A model for success

  • September 19, 2013

Only in an age permeated with paradox could the victories of the gay rights movement present a model for religious believers in the public square. Yet whether one agrees or disagrees with what gay activists have achieved over the past 40 years, there is no doubt the strategic course they have followed has been wildly successful and worth emulating as a result.

More than any other single group agitating for public acceptance and political clout, gay crusaders made powerful use of the primary operating principle of contemporary Western life: you cannot tell people to “keep it private” solely because you dislike their identity or the lawful acts in which they are engaged.

Asserting, affirming and achieving cultural acquiescence to that principle brought homosexuals out of the proverbial closet, then vaulted them forward as one of the most irresistible forces for foundational social change in history. Violating it is now the signal sign of intolerable intolerance. Don’t take my word for it.

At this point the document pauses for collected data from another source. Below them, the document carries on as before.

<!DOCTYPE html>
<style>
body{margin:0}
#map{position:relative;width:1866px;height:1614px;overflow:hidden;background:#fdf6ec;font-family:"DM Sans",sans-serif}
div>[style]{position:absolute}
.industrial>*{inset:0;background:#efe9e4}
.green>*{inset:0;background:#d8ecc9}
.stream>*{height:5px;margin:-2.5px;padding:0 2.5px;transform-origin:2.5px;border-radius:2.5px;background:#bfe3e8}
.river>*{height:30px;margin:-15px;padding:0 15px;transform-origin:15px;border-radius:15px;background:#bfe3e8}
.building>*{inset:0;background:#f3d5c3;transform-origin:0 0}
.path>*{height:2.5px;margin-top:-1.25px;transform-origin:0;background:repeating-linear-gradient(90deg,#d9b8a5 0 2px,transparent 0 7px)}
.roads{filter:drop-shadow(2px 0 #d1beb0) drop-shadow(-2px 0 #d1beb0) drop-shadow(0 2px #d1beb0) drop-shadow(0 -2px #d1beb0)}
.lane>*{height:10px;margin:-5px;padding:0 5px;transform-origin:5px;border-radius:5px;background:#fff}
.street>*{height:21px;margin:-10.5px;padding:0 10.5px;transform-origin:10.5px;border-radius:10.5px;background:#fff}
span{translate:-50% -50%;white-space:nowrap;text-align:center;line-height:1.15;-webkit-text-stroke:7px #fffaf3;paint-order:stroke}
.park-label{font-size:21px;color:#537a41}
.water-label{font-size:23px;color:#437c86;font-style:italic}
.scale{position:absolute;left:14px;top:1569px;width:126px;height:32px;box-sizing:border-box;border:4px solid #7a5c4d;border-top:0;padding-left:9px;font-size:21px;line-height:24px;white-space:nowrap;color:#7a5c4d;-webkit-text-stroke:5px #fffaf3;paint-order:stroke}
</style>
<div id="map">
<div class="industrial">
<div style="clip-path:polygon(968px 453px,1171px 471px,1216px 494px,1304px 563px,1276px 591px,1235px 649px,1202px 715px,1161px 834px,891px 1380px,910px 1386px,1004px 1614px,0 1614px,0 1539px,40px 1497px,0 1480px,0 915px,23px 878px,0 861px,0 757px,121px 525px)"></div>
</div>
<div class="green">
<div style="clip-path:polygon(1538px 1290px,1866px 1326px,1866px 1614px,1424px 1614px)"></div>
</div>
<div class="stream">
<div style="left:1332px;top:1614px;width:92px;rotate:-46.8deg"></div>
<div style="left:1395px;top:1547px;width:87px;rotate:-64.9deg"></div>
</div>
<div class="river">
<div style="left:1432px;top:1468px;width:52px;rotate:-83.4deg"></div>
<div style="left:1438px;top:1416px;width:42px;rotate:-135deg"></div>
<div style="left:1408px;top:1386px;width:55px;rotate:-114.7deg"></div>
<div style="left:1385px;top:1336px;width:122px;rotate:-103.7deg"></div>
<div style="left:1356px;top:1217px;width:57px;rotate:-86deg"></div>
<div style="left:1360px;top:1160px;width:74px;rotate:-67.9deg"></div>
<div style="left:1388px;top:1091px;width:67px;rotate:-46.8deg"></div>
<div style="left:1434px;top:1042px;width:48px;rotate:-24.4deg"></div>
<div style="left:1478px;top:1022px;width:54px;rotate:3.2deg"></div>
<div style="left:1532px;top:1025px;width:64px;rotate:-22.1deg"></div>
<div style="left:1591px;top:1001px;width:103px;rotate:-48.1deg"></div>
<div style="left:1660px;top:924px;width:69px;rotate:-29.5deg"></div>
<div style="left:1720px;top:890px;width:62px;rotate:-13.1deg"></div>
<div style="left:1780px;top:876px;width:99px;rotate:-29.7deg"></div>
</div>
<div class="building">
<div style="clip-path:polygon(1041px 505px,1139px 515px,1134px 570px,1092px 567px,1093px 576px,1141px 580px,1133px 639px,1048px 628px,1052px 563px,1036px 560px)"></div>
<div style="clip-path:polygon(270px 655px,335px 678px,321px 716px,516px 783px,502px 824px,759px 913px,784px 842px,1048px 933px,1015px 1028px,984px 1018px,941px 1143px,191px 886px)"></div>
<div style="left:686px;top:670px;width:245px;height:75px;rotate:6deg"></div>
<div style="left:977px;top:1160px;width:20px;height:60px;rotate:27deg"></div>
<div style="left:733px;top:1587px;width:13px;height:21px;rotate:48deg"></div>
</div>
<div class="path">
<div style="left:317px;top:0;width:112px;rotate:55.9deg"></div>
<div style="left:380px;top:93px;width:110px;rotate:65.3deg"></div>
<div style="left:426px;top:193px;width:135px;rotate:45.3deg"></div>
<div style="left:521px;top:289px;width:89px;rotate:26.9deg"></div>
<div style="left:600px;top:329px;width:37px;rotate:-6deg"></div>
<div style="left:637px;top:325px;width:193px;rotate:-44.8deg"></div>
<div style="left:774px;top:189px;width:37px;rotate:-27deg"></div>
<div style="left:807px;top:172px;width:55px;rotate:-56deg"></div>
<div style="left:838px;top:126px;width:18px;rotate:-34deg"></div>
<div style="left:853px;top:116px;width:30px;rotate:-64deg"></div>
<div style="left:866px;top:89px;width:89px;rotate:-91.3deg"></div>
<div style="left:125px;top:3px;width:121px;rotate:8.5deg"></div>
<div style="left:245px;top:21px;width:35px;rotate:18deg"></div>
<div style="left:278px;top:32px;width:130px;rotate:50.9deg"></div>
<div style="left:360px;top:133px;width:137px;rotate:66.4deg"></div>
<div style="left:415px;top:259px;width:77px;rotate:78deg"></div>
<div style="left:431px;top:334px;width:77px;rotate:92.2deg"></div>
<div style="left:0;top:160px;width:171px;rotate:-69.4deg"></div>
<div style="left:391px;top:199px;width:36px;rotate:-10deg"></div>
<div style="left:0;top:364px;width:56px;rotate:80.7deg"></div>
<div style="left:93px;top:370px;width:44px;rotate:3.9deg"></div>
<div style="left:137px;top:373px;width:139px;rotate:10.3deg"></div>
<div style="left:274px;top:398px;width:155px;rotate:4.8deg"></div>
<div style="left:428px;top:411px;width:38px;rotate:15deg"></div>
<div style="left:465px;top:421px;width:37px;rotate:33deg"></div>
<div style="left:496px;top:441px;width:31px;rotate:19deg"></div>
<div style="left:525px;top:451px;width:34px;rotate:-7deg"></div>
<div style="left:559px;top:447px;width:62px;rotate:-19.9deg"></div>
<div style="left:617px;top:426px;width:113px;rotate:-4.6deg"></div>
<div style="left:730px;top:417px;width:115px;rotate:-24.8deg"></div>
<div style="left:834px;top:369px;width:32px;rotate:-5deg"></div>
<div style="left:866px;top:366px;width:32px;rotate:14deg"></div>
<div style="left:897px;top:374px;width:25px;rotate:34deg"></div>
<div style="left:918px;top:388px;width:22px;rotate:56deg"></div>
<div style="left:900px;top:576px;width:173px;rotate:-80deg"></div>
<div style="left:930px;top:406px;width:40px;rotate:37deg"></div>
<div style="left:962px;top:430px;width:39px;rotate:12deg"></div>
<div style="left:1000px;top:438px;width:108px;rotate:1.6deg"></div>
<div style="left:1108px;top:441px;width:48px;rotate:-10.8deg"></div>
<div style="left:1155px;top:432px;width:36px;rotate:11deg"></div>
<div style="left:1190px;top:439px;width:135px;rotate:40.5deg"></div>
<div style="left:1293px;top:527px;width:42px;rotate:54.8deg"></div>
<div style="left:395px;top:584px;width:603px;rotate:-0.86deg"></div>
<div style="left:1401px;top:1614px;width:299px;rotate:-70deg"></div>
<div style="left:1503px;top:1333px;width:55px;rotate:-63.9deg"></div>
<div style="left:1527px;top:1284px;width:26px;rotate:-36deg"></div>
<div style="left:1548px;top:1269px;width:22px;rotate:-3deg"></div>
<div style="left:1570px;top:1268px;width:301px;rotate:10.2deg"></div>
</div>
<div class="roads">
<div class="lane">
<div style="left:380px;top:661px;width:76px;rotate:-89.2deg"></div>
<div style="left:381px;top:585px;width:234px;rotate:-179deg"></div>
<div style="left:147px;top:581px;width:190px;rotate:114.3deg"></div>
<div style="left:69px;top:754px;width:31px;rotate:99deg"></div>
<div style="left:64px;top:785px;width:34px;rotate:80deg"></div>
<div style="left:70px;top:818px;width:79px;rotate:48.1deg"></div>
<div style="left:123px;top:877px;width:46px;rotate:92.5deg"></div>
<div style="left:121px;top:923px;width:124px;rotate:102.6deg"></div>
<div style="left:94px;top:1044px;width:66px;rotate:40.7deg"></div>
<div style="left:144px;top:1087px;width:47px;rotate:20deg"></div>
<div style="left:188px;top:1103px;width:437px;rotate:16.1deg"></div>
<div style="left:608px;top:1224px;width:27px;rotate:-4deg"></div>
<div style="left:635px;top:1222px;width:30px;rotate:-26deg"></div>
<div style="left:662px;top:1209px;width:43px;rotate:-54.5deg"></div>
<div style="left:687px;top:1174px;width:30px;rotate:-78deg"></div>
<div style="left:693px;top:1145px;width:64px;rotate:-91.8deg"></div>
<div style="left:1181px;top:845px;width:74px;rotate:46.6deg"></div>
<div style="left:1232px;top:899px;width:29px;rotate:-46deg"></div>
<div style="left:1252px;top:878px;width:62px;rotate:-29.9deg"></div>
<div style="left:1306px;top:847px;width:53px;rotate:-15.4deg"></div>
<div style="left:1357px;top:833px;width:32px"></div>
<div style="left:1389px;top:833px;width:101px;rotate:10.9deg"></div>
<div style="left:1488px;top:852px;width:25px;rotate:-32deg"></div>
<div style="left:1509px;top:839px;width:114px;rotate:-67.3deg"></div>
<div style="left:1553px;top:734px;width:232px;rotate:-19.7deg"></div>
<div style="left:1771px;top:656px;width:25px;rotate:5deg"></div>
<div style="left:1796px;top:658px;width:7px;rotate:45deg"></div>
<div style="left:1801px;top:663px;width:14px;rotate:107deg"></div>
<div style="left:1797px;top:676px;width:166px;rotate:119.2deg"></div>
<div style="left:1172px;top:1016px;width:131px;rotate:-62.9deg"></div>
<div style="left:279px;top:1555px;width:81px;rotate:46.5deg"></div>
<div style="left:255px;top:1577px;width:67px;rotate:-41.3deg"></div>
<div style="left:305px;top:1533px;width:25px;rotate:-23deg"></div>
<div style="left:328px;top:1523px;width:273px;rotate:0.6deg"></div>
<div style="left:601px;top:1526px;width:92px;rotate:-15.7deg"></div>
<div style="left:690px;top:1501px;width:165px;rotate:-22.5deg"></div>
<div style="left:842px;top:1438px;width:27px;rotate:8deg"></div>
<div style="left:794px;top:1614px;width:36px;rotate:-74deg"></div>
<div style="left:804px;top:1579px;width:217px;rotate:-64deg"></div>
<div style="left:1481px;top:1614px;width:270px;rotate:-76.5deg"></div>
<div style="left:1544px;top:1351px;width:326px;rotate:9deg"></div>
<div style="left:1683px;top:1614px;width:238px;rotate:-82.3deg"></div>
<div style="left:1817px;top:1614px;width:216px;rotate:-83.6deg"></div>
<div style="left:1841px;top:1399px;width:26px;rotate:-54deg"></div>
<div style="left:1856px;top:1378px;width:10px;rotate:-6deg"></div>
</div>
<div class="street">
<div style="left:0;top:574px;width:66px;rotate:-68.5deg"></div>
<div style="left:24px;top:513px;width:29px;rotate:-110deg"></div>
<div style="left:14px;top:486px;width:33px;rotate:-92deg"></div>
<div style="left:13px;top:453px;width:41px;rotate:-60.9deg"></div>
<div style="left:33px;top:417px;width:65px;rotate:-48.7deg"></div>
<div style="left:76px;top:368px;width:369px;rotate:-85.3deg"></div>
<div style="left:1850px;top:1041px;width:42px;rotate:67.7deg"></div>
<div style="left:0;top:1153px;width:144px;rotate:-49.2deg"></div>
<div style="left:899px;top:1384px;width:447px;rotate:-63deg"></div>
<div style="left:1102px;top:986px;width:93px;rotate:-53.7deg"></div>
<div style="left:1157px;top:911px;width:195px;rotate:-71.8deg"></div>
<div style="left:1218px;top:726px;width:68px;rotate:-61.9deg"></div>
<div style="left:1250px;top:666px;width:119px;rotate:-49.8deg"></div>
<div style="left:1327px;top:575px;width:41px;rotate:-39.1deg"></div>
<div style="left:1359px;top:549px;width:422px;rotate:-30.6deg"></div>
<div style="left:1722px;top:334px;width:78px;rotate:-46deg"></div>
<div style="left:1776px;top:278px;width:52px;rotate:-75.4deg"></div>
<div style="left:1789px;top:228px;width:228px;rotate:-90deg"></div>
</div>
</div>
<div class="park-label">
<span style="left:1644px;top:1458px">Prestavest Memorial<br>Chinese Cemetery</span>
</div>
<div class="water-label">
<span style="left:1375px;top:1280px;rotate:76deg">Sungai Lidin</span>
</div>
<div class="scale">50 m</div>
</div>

Ask Russian president Vladimir Putin how it feels to suffer far more international scorn for passing so-called anti-gay propaganda laws than for supporting Syria’s Bashar al-Assad who gassed his own people.

To borrow a phrase from Martin Heidegger, it is the “thingness of the thing” that should concern us.

The “thingness” of the Quebec government’s assault on religious freedom through its proposed Charter of Values is exactly the kind of thing we should consider. The Charter is, of course, everything its opponents have said it is. It is an answer in search of a problem. It is narrow, oppressive, hypocritical, unjust and unacceptable in a modern liberal democracy. But it is something more. It is supported by people who might genuinely believe they have not a bigoted bone in their bodies while simultaneously demanding that people of religious faith be legally prohibited from publicly wearing signifiers of religious faith.

Such supporters of Quebec’s Charter of Values would, out of dislike for religious faith or the lawful activities arising from it, take it upon themselves to tell religious believers to “keep it private” — as gays were told to stay in the closet four decades ago.

Here is the paradox. The best argument for protecting religious freedom from the Quebec government, and from Canada-wide foes of public religious faith, might not be a religious freedom argument at all. It might be the secular argument for personal autonomy, or security of the person as Canada’s Charter styles it. It might be the equivalent of the argument gays have articulated since the 1970s that their public expressions of sexuality must be protected from state animus on the basis of fundamental freedom.

Don’t take my word for it. Ask the marriage commissioners in Saskatchewan who, as employees of the state, were ordered to officiate at homosexual weddings whether they liked it or not.

If, out of due respect for personal autonomy, the state must show utter neutrality about sexuality, on what grounds may it turn around and interfere with haberdashery? The individual is no less an individual — and so no less entitled to individual freedom — for wearing a hat, shoe, coat or pair of pants with some “religious” significance.

In our age when personal autonomy is paramount, how is it more acceptable to outlaw a scarf because it is religious than to banish a sock because it is purple? Why should creed be anathema, and colour left alone?

The insinuation that wearing of “religious” garb in state-sanctioned space could lead to public proselytizing has the same awful whiff of intolerance as the old canard that homosexuals must be barred from teaching school lest they try to “recruit” their pupils. As the Quebec philosopher Charles Taylor has said, such anti-gay bigotry might still have purchase in “Putinesque” Russia, but was long ago banished from free, liberal and democratic Canada.

The debate over extension of gay rights into all social spheres was the thing that propelled Canadians to reject any remnants of the “keep it private” mentality. The thingness of that thing is, paradoxically, something people of religious faith would do well to communicate incessantly in the public square. The victories gays have won could yet be ours.

(Stockland is the Director of the Cardus Centre for Cultural Renewal in Montreal.)